Pregnency Delivery Coding

Do be afraid of pregnancy delivery coding. It is one of the most easiest coding as most of the procedures and ICD codes are routine. Usually the patient arrives for supervision or with abdominal pain and then starts getting contractions leading to delivery. Here we will be concentrating on procedure codes only. Here we discuss some of the commonly used procedures during labor and delivery.
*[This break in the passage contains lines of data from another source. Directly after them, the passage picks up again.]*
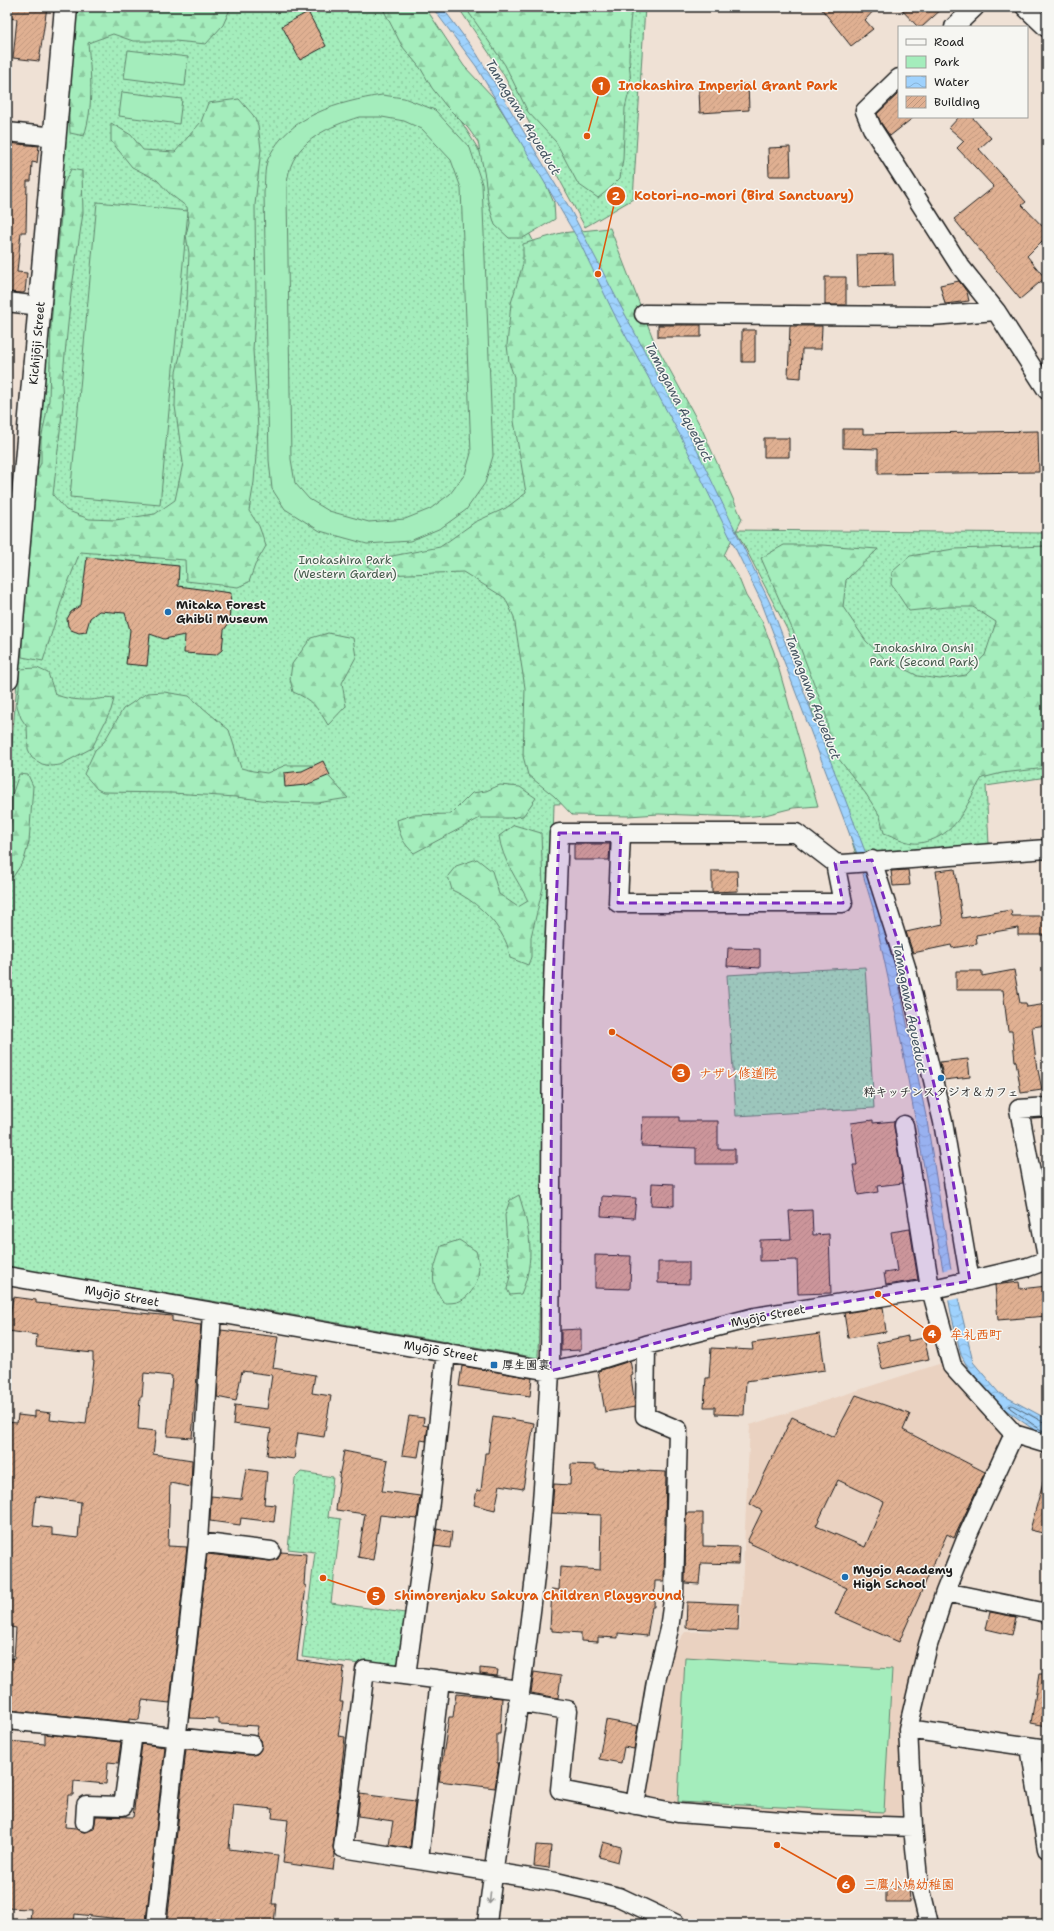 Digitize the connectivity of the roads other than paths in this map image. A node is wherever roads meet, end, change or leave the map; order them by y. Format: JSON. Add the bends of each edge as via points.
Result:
{"nodes":[{"id":1,"x":66,"y":7,"type":"edge"},
{"id":2,"x":975,"y":7,"type":"edge"},
{"id":3,"x":1025,"y":7,"type":"edge"},
{"id":4,"x":955,"y":26,"type":"edge"},
{"id":5,"x":1047,"y":28,"type":"edge"},
{"id":6,"x":898,"y":79,"type":"edge"},
{"id":7,"x":7,"y":132,"type":"edge"},
{"id":8,"x":56,"y":137,"type":"junction"},
{"id":9,"x":7,"y":302,"type":"edge"},
{"id":10,"x":40,"y":306,"type":"junction"},
{"id":11,"x":996,"y":311,"type":"junction"},
{"id":12,"x":644,"y":314,"type":"dead end"},
{"id":13,"x":1047,"y":390,"type":"edge"},
{"id":14,"x":11,"y":574,"type":"edge"},
{"id":15,"x":7,"y":678,"type":"edge"},
{"id":16,"x":621,"y":833,"type":"junction"},
{"id":17,"x":1047,"y":849,"type":"edge"},
{"id":18,"x":869,"y":861,"type":"junction"},
{"id":19,"x":839,"y":863,"type":"junction"},
{"id":20,"x":1047,"y":1107,"type":"edge"},
{"id":21,"x":904,"y":1126,"type":"dead end"},
{"id":22,"x":1047,"y":1257,"type":"edge"},
{"id":23,"x":1047,"y":1260,"type":"edge"},
{"id":24,"x":7,"y":1276,"type":"edge"},
{"id":25,"x":951,"y":1285,"type":"junction"},
{"id":26,"x":212,"y":1312,"type":"junction"},
{"id":27,"x":646,"y":1345,"type":"junction"},
{"id":28,"x":446,"y":1352,"type":"junction"},
{"id":29,"x":550,"y":1371,"type":"junction"},
{"id":30,"x":1014,"y":1434,"type":"junction"},
{"id":31,"x":1047,"y":1444,"type":"edge"},
{"id":32,"x":198,"y":1542,"type":"junction"},
{"id":33,"x":271,"y":1551,"type":"dead end"},
{"id":34,"x":945,"y":1592,"type":"junction"},
{"id":35,"x":1047,"y":1613,"type":"edge"},
{"id":36,"x":406,"y":1675,"type":"junction"},
{"id":37,"x":440,"y":1680,"type":"junction"},
{"id":38,"x":519,"y":1696,"type":"junction"},
{"id":39,"x":7,"y":1720,"type":"edge"},
{"id":40,"x":908,"y":1729,"type":"junction"},
{"id":41,"x":133,"y":1733,"type":"junction"},
{"id":42,"x":177,"y":1737,"type":"junction"},
{"id":43,"x":252,"y":1745,"type":"dead end"},
{"id":44,"x":1038,"y":1748,"type":"edge"},
{"id":45,"x":635,"y":1805,"type":"junction"},
{"id":46,"x":85,"y":1822,"type":"dead end"},
{"id":47,"x":913,"y":1827,"type":"junction"},
{"id":48,"x":1047,"y":1849,"type":"edge"},
{"id":49,"x":419,"y":1859,"type":"junction"},
{"id":50,"x":493,"y":1871,"type":"junction"},
{"id":51,"x":647,"y":1917,"type":"edge"},
{"id":52,"x":156,"y":1924,"type":"edge"},
{"id":53,"x":487,"y":1924,"type":"edge"},
{"id":54,"x":676,"y":1924,"type":"edge"},
{"id":55,"x":929,"y":1924,"type":"edge"}],
"edges":[{"from":1,"to":8,"type":"main road","name":"Kichijōji Street"},
{"from":2,"to":4,"type":"street"},
{"from":3,"to":5,"type":"street"},
{"from":6,"to":11,"type":"street","via":[[865,111],[872,128],[960,266]]},
{"from":7,"to":8,"type":"street"},
{"from":8,"to":10,"type":"main road","name":"Kichijōji Street"},
{"from":9,"to":10,"type":"street"},
{"from":10,"to":14,"type":"main road","name":"Kichijōji Street"},
{"from":11,"to":12,"type":"street","via":[[930,316]]},
{"from":11,"to":13,"type":"street"},
{"from":14,"to":15,"type":"main road","name":"Kichijōji Street"},
{"from":16,"to":19,"type":"street","via":[[796,833]]},
{"from":16,"to":19,"type":"street","via":[[618,904],[843,903]]},
{"from":16,"to":29,"type":"street","via":[[559,833],[552,1010]]},
{"from":17,"to":18,"type":"street"},
{"from":18,"to":19,"type":"street"},
{"from":18,"to":25,"type":"street","via":[[906,967],[943,1122]]},
{"from":20,"to":22,"type":"street","via":[[1019,1109]]},
{"from":21,"to":25,"type":"street","via":[[919,1225]]},
{"from":23,"to":25,"type":"street","name":"Myōjō Street"},
{"from":24,"to":26,"type":"street","name":"Myōjō Street"},
{"from":25,"to":27,"type":"street","name":"Myōjō Street","via":[[755,1317]]},
{"from":25,"to":30,"type":"street","via":[[952,1366]]},
{"from":26,"to":28,"type":"street","name":"Myōjō Street"},
{"from":26,"to":32,"type":"street"},
{"from":27,"to":29,"type":"street","name":"Myōjō Street","via":[[592,1362]]},
{"from":27,"to":45,"type":"street","via":[[645,1416],[678,1430],[676,1532],[674,1593],[669,1629],[656,1682]]},
{"from":28,"to":29,"type":"street","name":"Myōjō Street"},
{"from":28,"to":36,"type":"street","via":[[430,1502]]},
{"from":29,"to":38,"type":"street","via":[[533,1594]]},
{"from":30,"to":31,"type":"street"},
{"from":30,"to":34,"type":"street","via":[[968,1534]]},
{"from":32,"to":33,"type":"street"},
{"from":32,"to":42,"type":"street"},
{"from":34,"to":35,"type":"street"},
{"from":34,"to":40,"type":"street","via":[[928,1645]]},
{"from":36,"to":37,"type":"street"},
{"from":36,"to":49,"type":"street","via":[[366,1670],[342,1848]]},
{"from":37,"to":38,"type":"street"},
{"from":37,"to":49,"type":"street"},
{"from":38,"to":45,"type":"street","via":[[568,1710],[560,1790]]},
{"from":38,"to":50,"type":"street"},
{"from":39,"to":41,"type":"street"},
{"from":40,"to":44,"type":"street"},
{"from":40,"to":47,"type":"street"},
{"from":41,"to":42,"type":"street"},
{"from":41,"to":46,"type":"street","via":[[123,1806],[86,1805]]},
{"from":42,"to":43,"type":"street"},
{"from":42,"to":52,"type":"street"},
{"from":44,"to":48,"type":"street"},
{"from":45,"to":47,"type":"street","via":[[678,1813],[822,1824]]},
{"from":47,"to":55,"type":"street","via":[[918,1878]]},
{"from":49,"to":50,"type":"street"},
{"from":50,"to":51,"type":"street","via":[[619,1897]]},
{"from":50,"to":53,"type":"street","one_way":true},
{"from":51,"to":54,"type":"street"}]}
ICD 9 CM obstetrical codes: 72-75
If the patient delivers spontaneously without any surgical intervention then we need to 73.59 "Manually assisted Delivery."

Rotation of fetal head
If physician performs rotation of fetal head in case of breech presentation with or without success before delivery and this can be represented by code
72.4 Forceps rotation of fetal head (key-in-lock rotation)
73.51 Manual rotation of fetal head

The physician may choose to induce labor for some reasons and this is represented by
73.01 Artificial rupture of membranes for induction of labor
Also the physician may induce artificial rupture of membranes after the onset of labor and this is represented by 73.09.

Forceps
For low forceps, high forceps, and mid forceps operation appropriate codes from category 72 should be used.

73.3 Failed forceps
This code should be used for failed forceps or trial forceps.

Episiotomy 73.6
If episiotomy if performed then 73.6 should be used. This code includes episiorrhaphy and should not be used if forceps are used or vacuum extraction is used for delivery if which case appropriate forceps and vacuum extraction codes should be used.

Cesarean section
If cesarean section is done along with hysterectomy, myomectomy, and sterlization then these should be coded separately.